§ 16 Vorläufiger Rechtsschutz / bb) GmbH
 

Rz. 260

Das GmbHG regelt die Ausschließung eines Gesellschafters nur in § 21 GmbHG und für den Fall, dass er die Einzahlung seiner Stammeinlage trotz Aufforderung nicht erbringt. Weiter kommt eine Zwangseinziehung bzw. Ausschließung des Gesellschafters nach § 34 GmbHG in Betracht, wenn die Voraussetzungen im Gesellschaftsvertrag bei Eintritt des auszuschließenden Gesellschafters festgelegt worden waren. Darüber hinaus kommt nach allgemeiner Meinung ein Ausschluss auch ohne Satzungsregelung in Betracht.

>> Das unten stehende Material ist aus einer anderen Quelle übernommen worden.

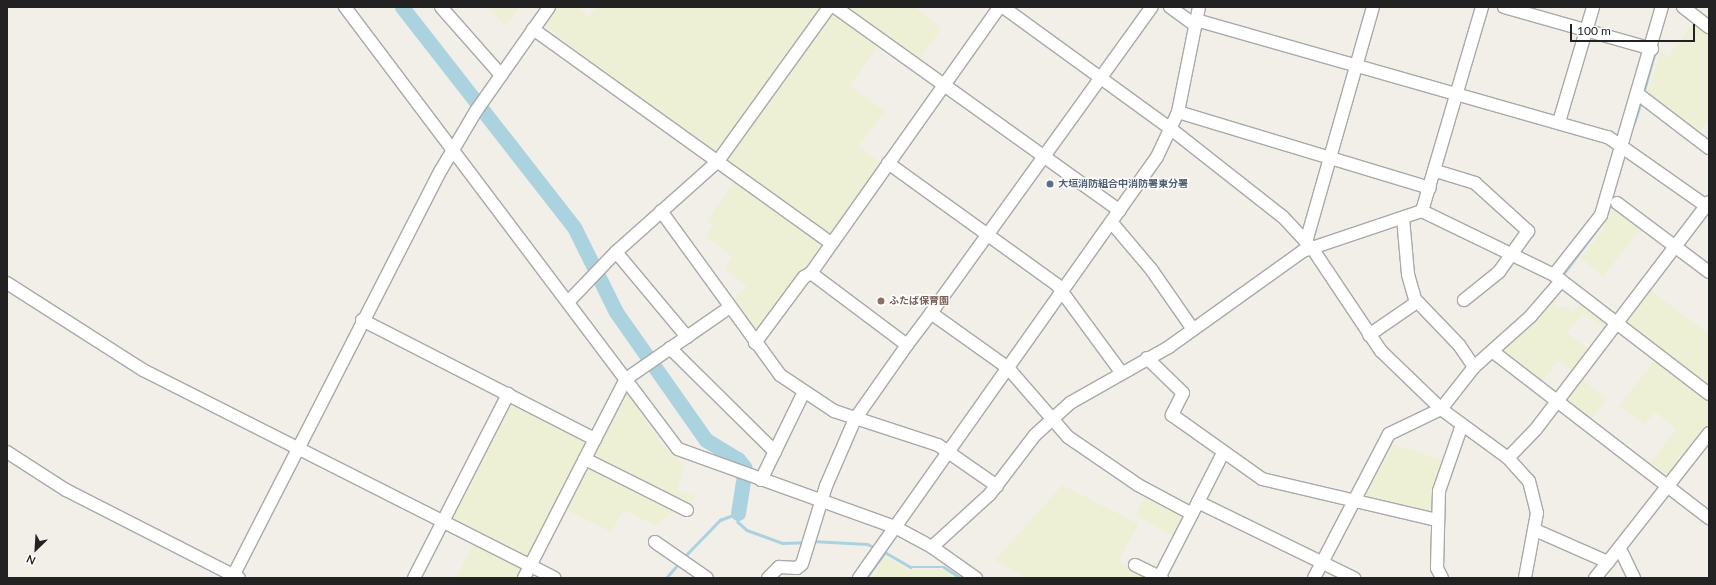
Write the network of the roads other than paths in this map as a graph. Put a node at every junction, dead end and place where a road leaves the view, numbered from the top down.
1 (345, 7) edge
2 (441, 7) edge
3 (549, 7) edge
4 (829, 7) edge
5 (836, 7) edge
6 (999, 7) edge
7 (1003, 7) edge
8 (1152, 7) edge
9 (1170, 7) edge
10 (1199, 7) edge
11 (1373, 7) edge
12 (1482, 7) edge
13 (1504, 7) edge
14 (1593, 7) edge
15 (1662, 7) edge
16 (1683, 7) edge
17 (1196, 23) junction
18 (1709, 27) edge
19 (533, 29) junction
20 (1586, 30) junction
21 (1652, 49) junction
22 (1356, 65) junction
23 (501, 74) junction
24 (1100, 76) junction
25 (944, 85) junction
26 (1458, 93) junction
27 (1638, 94) junction
28 (1178, 112) junction
29 (1559, 122) junction
30 (1171, 129) junction
31 (1623, 144) junction
32 (454, 148) junction
33 (1709, 148) edge
34 (1043, 156) junction
35 (1330, 158) junction
36 (718, 161) junction
37 (888, 163) junction
38 (1436, 171) junction
39 (1430, 188) junction
40 (1617, 203) dead end
41 (1708, 204) edge
42 (661, 211) junction
43 (1422, 211) junction
44 (1120, 212) junction
45 (1403, 218) junction
46 (1112, 224) junction
47 (987, 235) junction
48 (831, 243) junction
49 (1309, 244) junction
50 (1674, 246) junction
51 (616, 252) junction
52 (1513, 255) junction
53 (1709, 272) edge
54 (811, 273) junction
55 (1558, 278) junction
56 (7, 283) edge
57 (1062, 292) junction
58 (1464, 300) dead end
59 (569, 301) junction
60 (1417, 302) junction
61 (730, 307) junction
62 (931, 313) junction
63 (362, 320) junction
64 (1617, 324) junction
65 (1192, 328) junction
66 (1369, 335) junction
67 (687, 337) junction
68 (755, 343) junction
69 (907, 345) junction
70 (670, 348) junction
71 (1492, 351) junction
72 (1147, 358) junction
73 (1474, 367) junction
74 (1008, 368) junction
75 (1121, 372) junction
76 (626, 379) junction
77 (508, 394) junction
78 (803, 394) junction
79 (1709, 394) edge
80 (1557, 401) junction
81 (1441, 409) junction
82 (855, 419) junction
83 (1052, 419) junction
84 (1462, 425) junction
85 (1709, 433) edge
86 (595, 439) junction
87 (296, 447) junction
88 (949, 451) junction
89 (7, 452) edge
90 (775, 452) junction
91 (1222, 453) junction
92 (1508, 458) junction
93 (585, 459) junction
94 (760, 480) junction
95 (997, 486) junction
96 (1668, 486) junction
97 (1354, 499) junction
98 (821, 501) junction
99 (1198, 502) junction
100 (687, 510) dead end
101 (1192, 514) junction
102 (1709, 518) edge
103 (1437, 520) junction
104 (442, 521) junction
105 (894, 527) junction
106 (1535, 530) junction
107 (655, 542) dead end
108 (932, 547) junction
109 (1620, 549) junction
110 (1608, 562) junction
111 (1321, 564) junction
112 (1135, 565) dead end
113 (530, 566) junction
114 (235, 577) edge
115 (414, 578) edge
116 (524, 578) edge
117 (554, 578) edge
118 (707, 578) edge
119 (768, 578) edge
120 (859, 578) edge
121 (976, 578) edge
122 (1160, 578) edge
123 (1314, 578) edge
124 (1354, 578) edge
125 (1442, 578) edge
126 (1525, 578) edge
127 (1595, 578) edge
128 (1634, 578) edge

1 - 32 street
2 - 23 street
3 - 19 street
4 - 36 street
5 - 25 street
6 - 25 street
7 - 24 street
8 - 24 street
9 - 17 street
10 - 17 street
11 - 22 street
12 - 26 street
13 - 20 street
14 - 20 street
15 - 21 street
16 - 18 street
17 - 22 street
17 - 28 street
19 - 23 street
19 - 36 street
20 - 21 street
20 - 29 street
21 - 27 street
22 - 26 street
22 - 35 street
23 - 32 street
24 - 30 street
24 - 34 street
25 - 34 street
25 - 37 street
26 - 29 street
26 - 38 street
27 - 31 street
27 - 33 street
28 - 30 street
28 - 35 street
29 - 31 street
30 - 44 street
30 - 49 street
31 - 41 street
31 - 55 street
32 - 59 street
32 - 63 street
34 - 44 street
34 - 47 street
35 - 39 street
35 - 49 street
36 - 42 street
36 - 48 street
37 - 47 street
37 - 48 street
38 - 39 street
38 - 52 street
39 - 43 street
40 - 50 street
41 - 50 street
42 - 51 street
42 - 61 street
43 - 45 street
43 - 52 street
44 - 46 street
45 - 49 street
45 - 60 street
46 - 57 street
46 - 65 street
47 - 57 street
47 - 62 street
48 - 54 street
49 - 65 street
49 - 66 street
50 - 53 street
50 - 64 street
51 - 59 street
51 - 67 street
52 - 55 street
52 - 58 street
54 - 68 street
54 - 69 street
55 - 64 street
55 - 71 street
56 - 87 street
57 - 74 street
57 - 75 street
59 - 76 street
60 - 66 street
60 - 73 street
61 - 67 street
61 - 68 street
62 - 69 street
62 - 74 street
63 - 77 street
63 - 87 street
64 - 79 street
64 - 80 street
65 - 72 street
66 - 81 street
67 - 70 street
68 - 78 street
69 - 82 street
70 - 76 street
70 - 90 street
71 - 73 street
71 - 80 street
72 - 75 street
72 - 91 street
73 - 81 street
74 - 83 street
74 - 88 street
75 - 83 street
76 - 86 street
76 - 94 street
77 - 86 street
77 - 104 street
78 - 82 street
78 - 90 street
80 - 92 street
80 - 96 street
81 - 84 street
81 - 97 street
82 - 88 street
82 - 98 street
83 - 95 street
83 - 101 street
84 - 92 street
84 - 103 street
85 - 96 street
86 - 93 street
87 - 104 street
87 - 114 street
88 - 95 street
88 - 105 street
89 - 114 street
90 - 94 street
91 - 97 street
91 - 99 street
92 - 106 street
93 - 100 street
93 - 113 street
94 - 98 street
95 - 108 street
96 - 102 street
96 - 109 street
97 - 103 street
97 - 111 street
98 - 105 street
98 - 119 street
99 - 101 street
99 - 111 street
101 - 122 street
103 - 125 street
104 - 113 street
104 - 115 street
105 - 108 street
105 - 120 street
106 - 110 street
106 - 126 street
107 - 118 street
108 - 121 street
109 - 110 street
109 - 128 street
110 - 127 street
111 - 123 street
111 - 124 street
112 - 122 street
113 - 116 street
113 - 117 street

Abgeleitet wird ein solcher aus der das Gesellschaftsverhältnis beherrschenden Treuepflicht und setzt voraus, dass ein wichtiger Grund vorliegt.

 

Rz. 261

Besonderheiten mit Auswirkungen auf den einstweiligen Rechtsschutz können sich daraus ergeben, dass in der Satzung der GmbH nicht nur wichtige Ausschließungsgründe bestimmt, sondern auch Verfahrensmodalitäten festgelegt werden können. Beispielsweise kann die Satzung einer GmbH bestimmen, dass für die Ausschließung eines Gesellschafters ein Ausschließungsbeschluss der Gesellschafterversammlung ausreicht. Ein solcher Beschluss ist rechtsgestaltend. In diesem Falle muss der auszuschließende Gesellschafter – um vorläufig im Amt zu bleiben – mit Hilfe des einstweiligen Rechtsschutzes versuchen, den Ausschließungsbeschluss vorläufig zu suspendieren.

 

Rz. 262

Die Rechtsprechung stellt jedoch an die einstweilige Verfügung, mit der ein Ausschließungsbeschluss vorläufig suspendiert werden soll, sehr hohe Anforderungen. Sie soll für den Antragsteller nur bei besonders schwerwiegenden Beeinträchtigungen seiner Belange möglich sein. Dementsprechend legt der BGH einen strengen Maßstab an die Wirksamkeit eines Ausschließungsbeschlusses an. Begründet wird dies mit dem Ausschluss als ultima ratio. Mildere Mittel als die Ausschließung können ein vorläufiges Tätigkeitsverbot bzw. Stimmverbot eines Gesellschafters sein. Insoweit ist anzunehmen, dass in der Praxis zahlreiche Ausschließungsbeschlüsse wegen des Verstoßes gegen die ultima-ratio-Regel nichtig sind. Ist aber die Ausschließung allein aufgrund eines rechtsgestaltenden Gesellschafterbeschlusses möglich, kann für den auszuschließenden Gesellschafter bzw. den ausgeschlossenen Gesellschafter eine unzumutbare Rechtsschutzlücke entstehen. In diesen Fällen sollte der ausgeschlossene Gesellschafter die Möglichkeit haben, im Wege der Regelungsverfügung den Ausschlussbeschluss zu suspendieren, ohne dass an die Voraussetzung der einzelnen Verfügung besondere Anforderungen geknüpft werden.

 

Rz. 263

Ohne eine Satzungsregelung, die allein einen rechtsgestaltenden Beschluss der Gesellschafterversammlung vorsieht, erfolgt die Ausschließung bei der GmbH zweistufig, nämlich durch einen Gesellschafterbeschluss und ein Ausschließungsurteil in einem anschließenden Prozess. Dann muss der auszuschließende Gesellschafter seinerseits nicht um einstweiligen Rechtsschutz nachsuchen, um vorläufig Gesellschafter zu bleiben. Umgekehrt kann sich für die Gesellschaft die Notwendigkeit ergeben, den auszuschließenden Gesellschafter bis zur Rechtskraft des Ausschließungsurteils im vorläufigen Rechtsschutz vorläufig seines Amtes zu entheben oder ihm bestimmte Tätigkeiten vorläufig zu untersagen.